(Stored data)
========

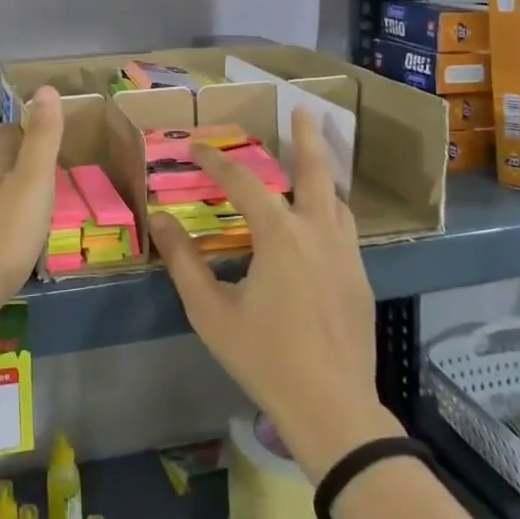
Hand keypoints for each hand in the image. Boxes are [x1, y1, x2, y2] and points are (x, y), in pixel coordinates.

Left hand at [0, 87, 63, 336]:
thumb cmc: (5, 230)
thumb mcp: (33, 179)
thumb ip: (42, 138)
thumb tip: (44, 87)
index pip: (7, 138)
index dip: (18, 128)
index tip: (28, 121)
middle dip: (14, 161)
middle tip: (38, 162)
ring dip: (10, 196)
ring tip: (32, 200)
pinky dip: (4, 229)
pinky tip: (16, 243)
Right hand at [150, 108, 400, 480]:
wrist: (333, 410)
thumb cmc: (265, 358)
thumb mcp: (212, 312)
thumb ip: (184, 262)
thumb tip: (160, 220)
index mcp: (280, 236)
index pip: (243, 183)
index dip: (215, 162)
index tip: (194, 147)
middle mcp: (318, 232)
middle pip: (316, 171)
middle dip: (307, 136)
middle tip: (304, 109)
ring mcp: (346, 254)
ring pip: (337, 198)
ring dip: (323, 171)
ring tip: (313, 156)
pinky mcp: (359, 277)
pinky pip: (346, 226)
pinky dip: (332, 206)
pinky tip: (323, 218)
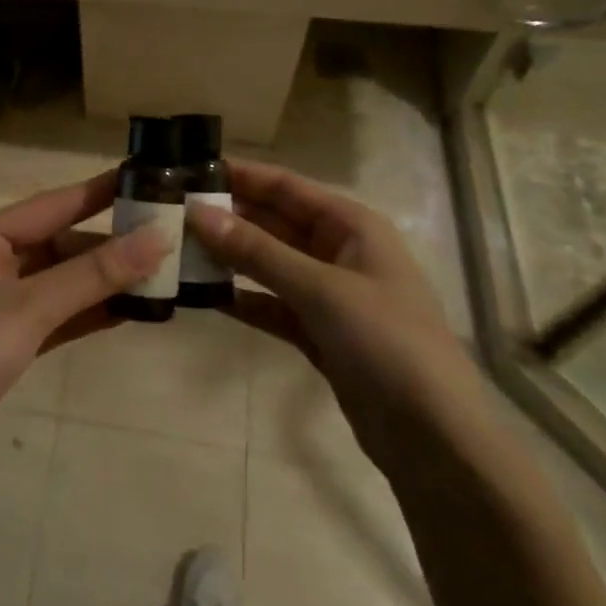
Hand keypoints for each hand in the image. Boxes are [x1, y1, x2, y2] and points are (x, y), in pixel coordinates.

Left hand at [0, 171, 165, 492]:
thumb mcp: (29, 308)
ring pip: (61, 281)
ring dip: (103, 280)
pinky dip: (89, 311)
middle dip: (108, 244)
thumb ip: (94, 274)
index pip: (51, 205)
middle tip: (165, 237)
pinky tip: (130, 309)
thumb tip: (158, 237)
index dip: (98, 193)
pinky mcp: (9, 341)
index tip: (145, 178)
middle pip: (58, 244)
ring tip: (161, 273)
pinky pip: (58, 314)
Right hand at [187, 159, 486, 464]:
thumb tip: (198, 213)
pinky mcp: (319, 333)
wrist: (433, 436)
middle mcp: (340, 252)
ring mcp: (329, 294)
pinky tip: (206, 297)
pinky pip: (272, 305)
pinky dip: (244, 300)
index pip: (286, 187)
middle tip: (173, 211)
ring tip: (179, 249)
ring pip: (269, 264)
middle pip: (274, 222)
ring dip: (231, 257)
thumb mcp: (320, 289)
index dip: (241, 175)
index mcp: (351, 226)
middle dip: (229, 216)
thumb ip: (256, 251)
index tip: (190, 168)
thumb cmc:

========

Would you retype the lines from the line containing "middle tip: (38, 162)" to the final line of the entries above, exactly as given and without pictures?

middle tip: (38, 162)
ring dip: (10, 196)
ring tip: (32, 200)
pinky dip: (4, 229)
pinky tip: (16, 243)
Right hand at [150, 108, 400, 480]:
wrist: (333, 410)
thumb cmc: (265, 358)
thumb mcp: (212, 312)
thumb ip: (184, 262)
thumb tip: (160, 220)
index mcp: (280, 236)
index pip: (243, 183)
index dip: (215, 162)
index tip: (194, 147)
middle mcp: (318, 232)
middle pip: (316, 171)
middle dip: (307, 136)
middle tip: (304, 109)
ring mcp: (346, 254)
ring pip: (337, 198)
ring dip: (323, 171)
ring tip: (313, 156)
pinky mcp: (359, 277)
pinky pip: (346, 226)
pinky dip: (332, 206)
pinky tip: (323, 218)
Hand keypoints for each hand in the image. Boxes are [x1, y1, x2, y2] and points are (x, y), in pixel coordinates.

Left hand at [0, 171, 165, 492]:
thumb mcp: (29, 308)
ring pip: (61, 281)
ring dip: (103, 280)
pinky dip: (89, 311)
middle dip: (108, 244)
thumb ip: (94, 274)
index pip: (51, 205)
middle tip: (165, 237)
pinky tip: (130, 309)
thumb tip: (158, 237)
index dip: (98, 193)
pinky mcp: (9, 341)
index tip: (145, 178)
middle pip: (58, 244)
ring tip: (161, 273)
pinky pip: (58, 314)
Right hand at [187, 159, 486, 464]:
thumb tip: (198, 213)
pinky mcp: (319, 333)
wrist: (433, 436)
middle mcp: (340, 252)
ring mcp: (329, 294)
pinky tip: (206, 297)
pinky pip: (272, 305)
pinky dip: (244, 300)
index pip: (286, 187)
middle tip: (173, 211)
ring tip: (179, 249)
ring pip: (269, 264)
middle pip: (274, 222)
ring dip: (231, 257)
thumb mcp: (320, 289)
index dip: (241, 175)
index mcp: (351, 226)
middle dip: (229, 216)
thumb ip: (256, 251)
index tip: (190, 168)
thumb cmc:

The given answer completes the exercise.